Excerpted data ▸
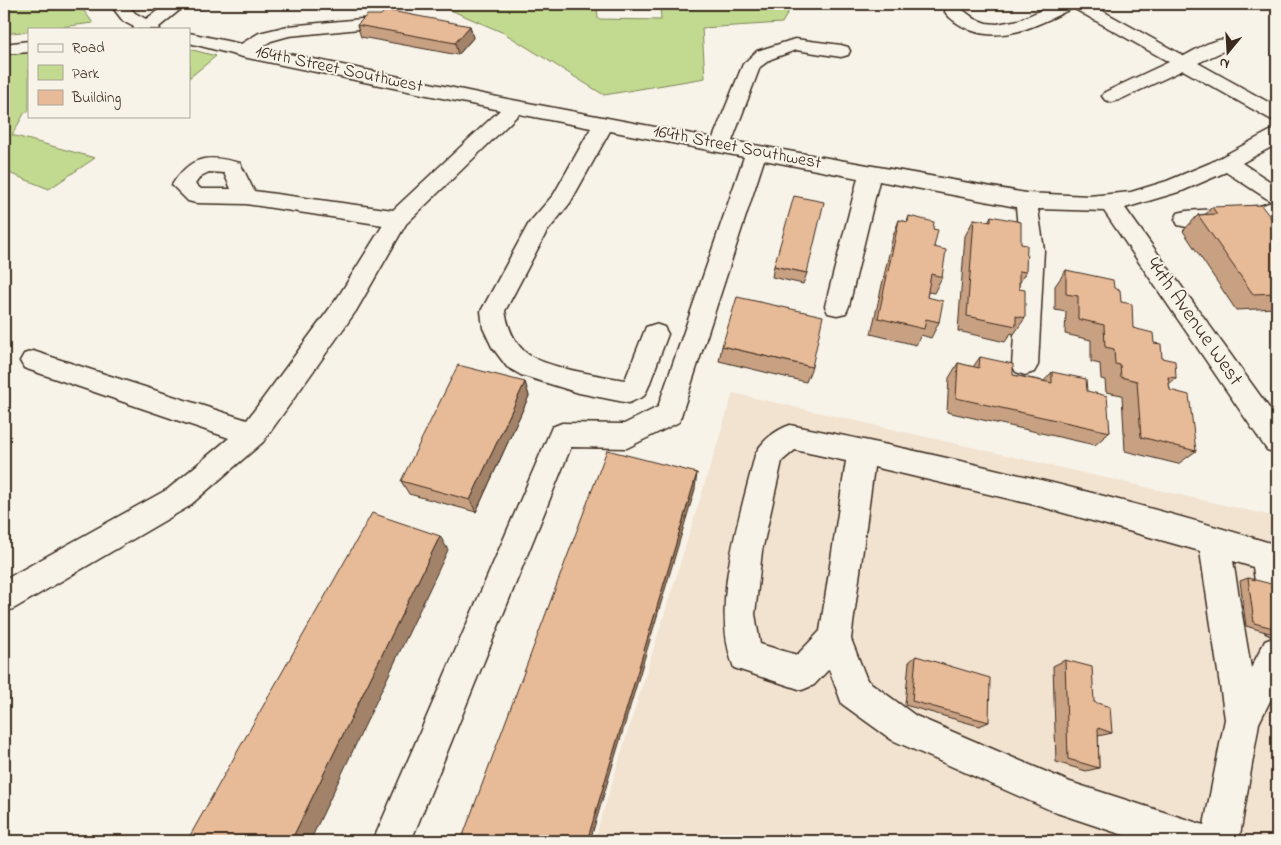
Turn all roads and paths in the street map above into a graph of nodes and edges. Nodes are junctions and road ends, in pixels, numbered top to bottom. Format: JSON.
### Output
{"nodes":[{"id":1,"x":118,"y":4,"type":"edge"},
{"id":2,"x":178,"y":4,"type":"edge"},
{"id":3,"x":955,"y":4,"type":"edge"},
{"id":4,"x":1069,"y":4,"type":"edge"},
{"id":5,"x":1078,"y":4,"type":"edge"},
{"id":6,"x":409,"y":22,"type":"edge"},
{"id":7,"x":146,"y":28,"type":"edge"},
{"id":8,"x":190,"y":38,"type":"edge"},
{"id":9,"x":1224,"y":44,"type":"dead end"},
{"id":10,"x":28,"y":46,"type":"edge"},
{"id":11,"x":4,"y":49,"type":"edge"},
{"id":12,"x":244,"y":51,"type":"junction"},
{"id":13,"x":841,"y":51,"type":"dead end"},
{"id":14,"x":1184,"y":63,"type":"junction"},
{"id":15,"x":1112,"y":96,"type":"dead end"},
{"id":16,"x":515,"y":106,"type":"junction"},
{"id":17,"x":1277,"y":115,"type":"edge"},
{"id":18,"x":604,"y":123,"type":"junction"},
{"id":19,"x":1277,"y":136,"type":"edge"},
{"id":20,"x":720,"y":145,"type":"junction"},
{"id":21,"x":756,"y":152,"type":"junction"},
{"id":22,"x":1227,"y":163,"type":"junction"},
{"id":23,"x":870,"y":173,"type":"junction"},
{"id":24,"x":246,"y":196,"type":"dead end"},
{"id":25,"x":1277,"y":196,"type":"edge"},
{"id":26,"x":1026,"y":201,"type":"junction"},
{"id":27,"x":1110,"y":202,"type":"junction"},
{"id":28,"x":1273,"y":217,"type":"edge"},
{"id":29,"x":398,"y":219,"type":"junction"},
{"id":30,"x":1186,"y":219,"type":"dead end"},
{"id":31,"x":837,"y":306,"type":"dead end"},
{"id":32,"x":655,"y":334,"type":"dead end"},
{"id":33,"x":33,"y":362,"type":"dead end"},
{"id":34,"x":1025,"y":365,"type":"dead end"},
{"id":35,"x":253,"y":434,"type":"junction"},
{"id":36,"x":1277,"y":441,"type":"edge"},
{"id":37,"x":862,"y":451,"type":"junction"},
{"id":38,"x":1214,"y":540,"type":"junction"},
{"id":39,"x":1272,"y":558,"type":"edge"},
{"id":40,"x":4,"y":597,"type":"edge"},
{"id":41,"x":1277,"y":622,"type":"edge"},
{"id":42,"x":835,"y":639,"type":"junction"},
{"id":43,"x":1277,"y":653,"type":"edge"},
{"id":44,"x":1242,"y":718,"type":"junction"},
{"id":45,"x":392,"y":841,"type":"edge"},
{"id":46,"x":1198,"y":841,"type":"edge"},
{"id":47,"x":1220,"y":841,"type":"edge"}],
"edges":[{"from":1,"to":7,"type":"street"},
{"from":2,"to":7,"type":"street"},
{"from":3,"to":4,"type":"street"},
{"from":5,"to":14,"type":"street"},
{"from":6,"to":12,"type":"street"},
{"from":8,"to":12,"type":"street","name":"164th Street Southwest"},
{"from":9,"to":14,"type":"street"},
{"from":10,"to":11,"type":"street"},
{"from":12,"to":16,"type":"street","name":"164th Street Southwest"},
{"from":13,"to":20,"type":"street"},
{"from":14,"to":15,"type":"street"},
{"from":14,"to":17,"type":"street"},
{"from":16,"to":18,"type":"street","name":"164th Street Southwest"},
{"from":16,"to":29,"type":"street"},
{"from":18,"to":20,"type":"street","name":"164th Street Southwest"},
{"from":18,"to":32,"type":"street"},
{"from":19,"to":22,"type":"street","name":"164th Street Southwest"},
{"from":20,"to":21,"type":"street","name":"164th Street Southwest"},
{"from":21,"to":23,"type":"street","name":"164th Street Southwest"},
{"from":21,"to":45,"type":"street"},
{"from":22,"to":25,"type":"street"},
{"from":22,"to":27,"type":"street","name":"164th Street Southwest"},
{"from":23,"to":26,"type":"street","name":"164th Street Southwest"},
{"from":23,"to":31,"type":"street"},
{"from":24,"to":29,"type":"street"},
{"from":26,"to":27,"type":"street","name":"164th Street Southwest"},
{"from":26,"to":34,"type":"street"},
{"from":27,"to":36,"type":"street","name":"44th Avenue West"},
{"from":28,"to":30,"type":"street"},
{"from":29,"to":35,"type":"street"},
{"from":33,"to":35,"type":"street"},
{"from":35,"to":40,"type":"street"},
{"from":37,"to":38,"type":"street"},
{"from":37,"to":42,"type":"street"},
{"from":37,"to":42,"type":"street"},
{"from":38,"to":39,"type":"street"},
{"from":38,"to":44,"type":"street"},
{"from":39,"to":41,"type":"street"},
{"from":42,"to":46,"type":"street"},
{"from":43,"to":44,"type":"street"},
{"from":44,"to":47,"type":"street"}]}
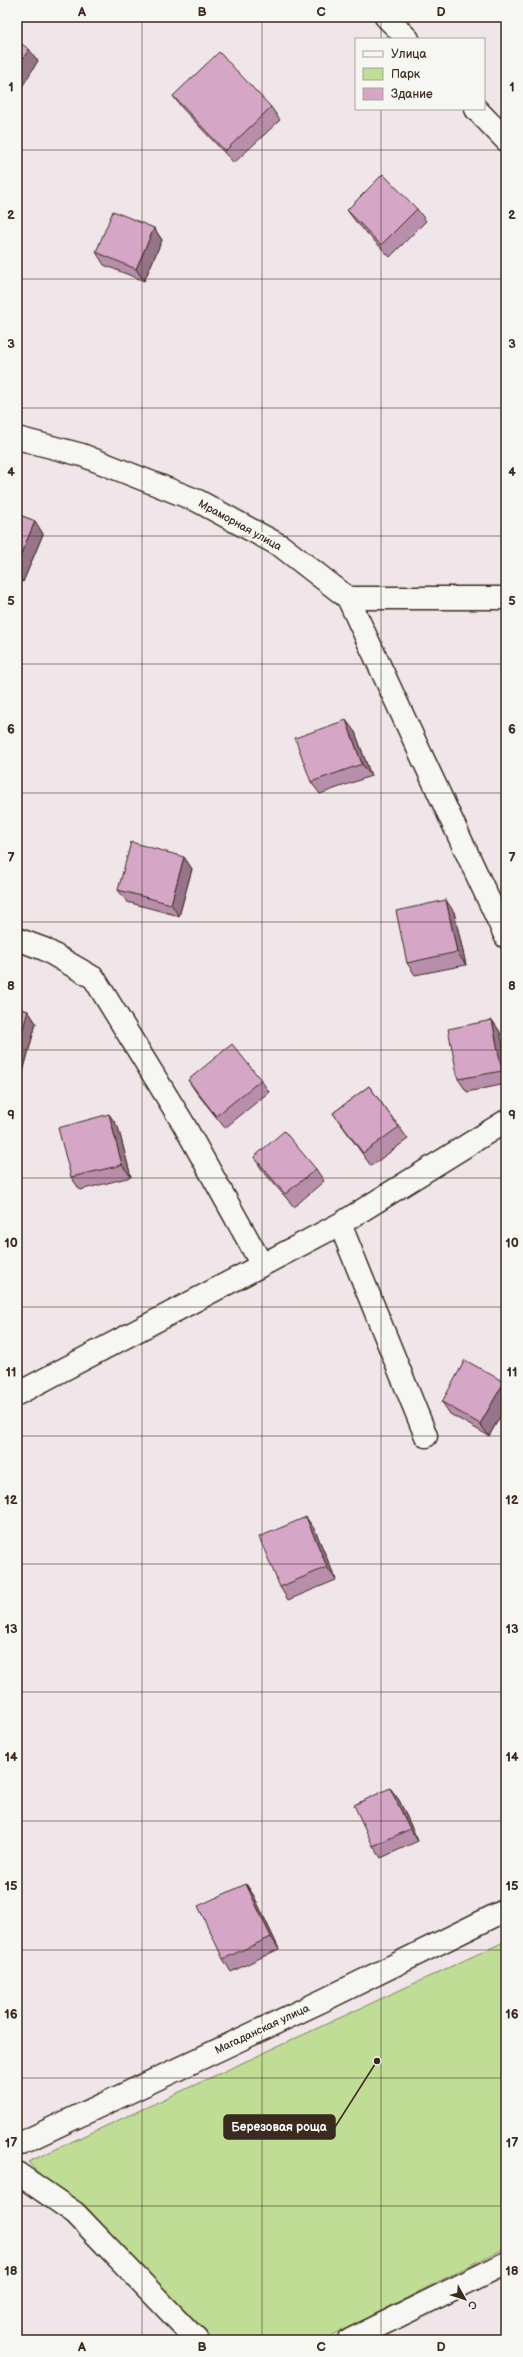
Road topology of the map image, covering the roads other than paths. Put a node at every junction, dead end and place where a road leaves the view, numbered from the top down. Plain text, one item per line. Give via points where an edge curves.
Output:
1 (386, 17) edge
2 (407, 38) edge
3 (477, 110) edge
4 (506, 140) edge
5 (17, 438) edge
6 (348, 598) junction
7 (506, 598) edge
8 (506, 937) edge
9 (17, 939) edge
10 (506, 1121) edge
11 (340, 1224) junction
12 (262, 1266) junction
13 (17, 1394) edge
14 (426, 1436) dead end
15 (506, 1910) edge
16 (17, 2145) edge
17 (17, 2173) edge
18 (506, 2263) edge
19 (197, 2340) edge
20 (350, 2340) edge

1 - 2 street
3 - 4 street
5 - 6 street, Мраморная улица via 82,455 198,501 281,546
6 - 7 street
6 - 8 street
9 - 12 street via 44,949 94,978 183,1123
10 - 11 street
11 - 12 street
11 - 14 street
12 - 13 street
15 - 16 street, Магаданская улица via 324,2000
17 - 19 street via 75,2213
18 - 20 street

Exercise goal ▸
Print the records above word for word, omitting any picture they contain.

Solution to this exercise ▸
Turn all roads and paths in the street map above into a graph of nodes and edges. Nodes are junctions and road ends, in pixels, numbered top to bottom. Format: JSON.
### Output
{"nodes":[{"id":1,"x":118,"y":4,"type":"edge"},
{"id":2,"x":178,"y":4,"type":"edge"},
{"id":3,"x":955,"y":4,"type":"edge"},
{"id":4,"x":1069,"y":4,"type":"edge"},
{"id":5,"x":1078,"y":4,"type":"edge"},
{"id":6,"x":409,"y":22,"type":"edge"},
{"id":7,"x":146,"y":28,"type":"edge"},
{"id":8,"x":190,"y":38,"type":"edge"},
{"id":9,"x":1224,"y":44,"type":"dead end"},
{"id":10,"x":28,"y":46,"type":"edge"},
{"id":11,"x":4,"y":49,"type":"edge"},
{"id":12,"x":244,"y":51,"type":"junction"},
{"id":13,"x":841,"y":51,"type":"dead end"},
{"id":14,"x":1184,"y":63,"type":"junction"},
{"id":15,"x":1112,"y":96,"type":"dead end"},
{"id":16,"x":515,"y":106,"type":"junction"},
{"id":17,"x":1277,"y":115,"type":"edge"},
{"id":18,"x":604,"y":123,"type":"junction"},
{"id":19,"x":1277,"y":136,"type":"edge"},
{"id":20,"x":720,"y":145,"type":"junction"},
{"id":21,"x":756,"y":152,"type":"junction"},
{"id":22,"x":1227,"y":163,"type":"junction"},
{"id":23,"x":870,"y":173,"type":"junction"},
{"id":24,"x":246,"y":196,"type":"dead end"},
{"id":25,"x":1277,"y":196,"type":"edge"},
{"id":26,"x":1026,"y":201,"type":"junction"},
{"id":27,"x":1110,"y":202,"type":"junction"},
{"id":28,"x":1273,"y":217,"type":"edge"},
{"id":29,"x":398,"y":219,"type":"junction"},
{"id":30,"x":1186,"y":219,"type":"dead end"},
{"id":31,"x":837,"y":306,"type":"dead end"},
{"id":32,"x":655,"y":334,"type":"dead end"},
{"id":33,"x":33,"y":362,"type":"dead end"},
{"id":34,"x":1025,"y":365,"type":"dead end"},
{"id":35,"x":253,"y":434,"type":"junction"},
{"id":36,"x":1277,"y":441,"type":"edge"},
{"id":37,"x":862,"y":451,"type":"junction"},
{"id":38,"x":1214,"y":540,"type":"junction"},
{"id":39,"x":1272,"y":558,"type":"edge"},
{"id":40,"x":4,"y":597,"type":"edge"},
{"id":41,"x":1277,"y":622,"type":"edge"},
{"id":42,"x":835,"y":639,"type":"junction"},
{"id":43,"x":1277,"y":653,"type":"edge"},
{"id":44,"x":1242,"y":718,"type":"junction"},
{"id":45,"x":392,"y":841,"type":"edge"},
{"id":46,"x":1198,"y":841,"type":"edge"},
{"id":47,"x":1220,"y":841,"type":"edge"}],
"edges":[{"from":1,"to":7,"type":"street"},
{"from":2,"to":7,"type":"street"},
{"from":3,"to":4,"type":"street"},
{"from":5,"to":14,"type":"street"},
{"from":6,"to":12,"type":"street"},
{"from":8,"to":12,"type":"street","name":"164th Street Southwest"},
{"from":9,"to":14,"type":"street"},
{"from":10,"to":11,"type":"street"},
{"from":12,"to":16,"type":"street","name":"164th Street Southwest"},
{"from":13,"to":20,"type":"street"},
{"from":14,"to":15,"type":"street"},
{"from":14,"to":17,"type":"street"},
{"from":16,"to":18,"type":"street","name":"164th Street Southwest"},
{"from":16,"to":29,"type":"street"},
{"from":18,"to":20,"type":"street","name":"164th Street Southwest"},
{"from":18,"to":32,"type":"street"},
{"from":19,"to":22,"type":"street","name":"164th Street Southwest"},
{"from":20,"to":21,"type":"street","name":"164th Street Southwest"},
{"from":21,"to":23,"type":"street","name":"164th Street Southwest"},
{"from":21,"to":45,"type":"street"},
{"from":22,"to":25,"type":"street"},
{"from":22,"to":27,"type":"street","name":"164th Street Southwest"},
{"from":23,"to":26,"type":"street","name":"164th Street Southwest"},
{"from":23,"to":31,"type":"street"},
{"from":24,"to":29,"type":"street"},
{"from":26,"to":27,"type":"street","name":"164th Street Southwest"},
{"from":26,"to":34,"type":"street"},
{"from":27,"to":36,"type":"street","name":"44th Avenue West"},
{"from":28,"to":30,"type":"street"},
{"from":29,"to":35,"type":"street"},
{"from":33,"to":35,"type":"street"},
{"from":35,"to":40,"type":"street"},
{"from":37,"to":38,"type":"street"},
{"from":37,"to":42,"type":"street"},
{"from":37,"to":42,"type":"street"},
{"from":38,"to":39,"type":"street"},
{"from":38,"to":44,"type":"street"},
{"from":39,"to":41,"type":"street"},
{"from":42,"to":46,"type":"street"},
{"from":43,"to":44,"type":"street"},
{"from":44,"to":47,"type":"street"}]}
Road topology of the map image, covering the roads other than paths. Put a node at every junction, dead end and place where a road leaves the view, numbered from the top down. Plain text, one item per line. Give via points where an edge curves.
Output:
1 (386, 17) edge
2 (407, 38) edge
3 (477, 110) edge
4 (506, 140) edge
5 (17, 438) edge
6 (348, 598) junction
7 (506, 598) edge
8 (506, 937) edge
9 (17, 939) edge
10 (506, 1121) edge
11 (340, 1224) junction
12 (262, 1266) junction
13 (17, 1394) edge
14 (426, 1436) dead end
15 (506, 1910) edge
16 (17, 2145) edge
17 (17, 2173) edge
18 (506, 2263) edge
19 (197, 2340) edge
20 (350, 2340) edge

1 - 2 street
3 - 4 street
5 - 6 street, Мраморная улица via 82,455 198,501 281,546
6 - 7 street
6 - 8 street
9 - 12 street via 44,949 94,978 183,1123
10 - 11 street
11 - 12 street
11 - 14 street
12 - 13 street
15 - 16 street, Магаданская улица via 324,2000
17 - 19 street via 75,2213
18 - 20 street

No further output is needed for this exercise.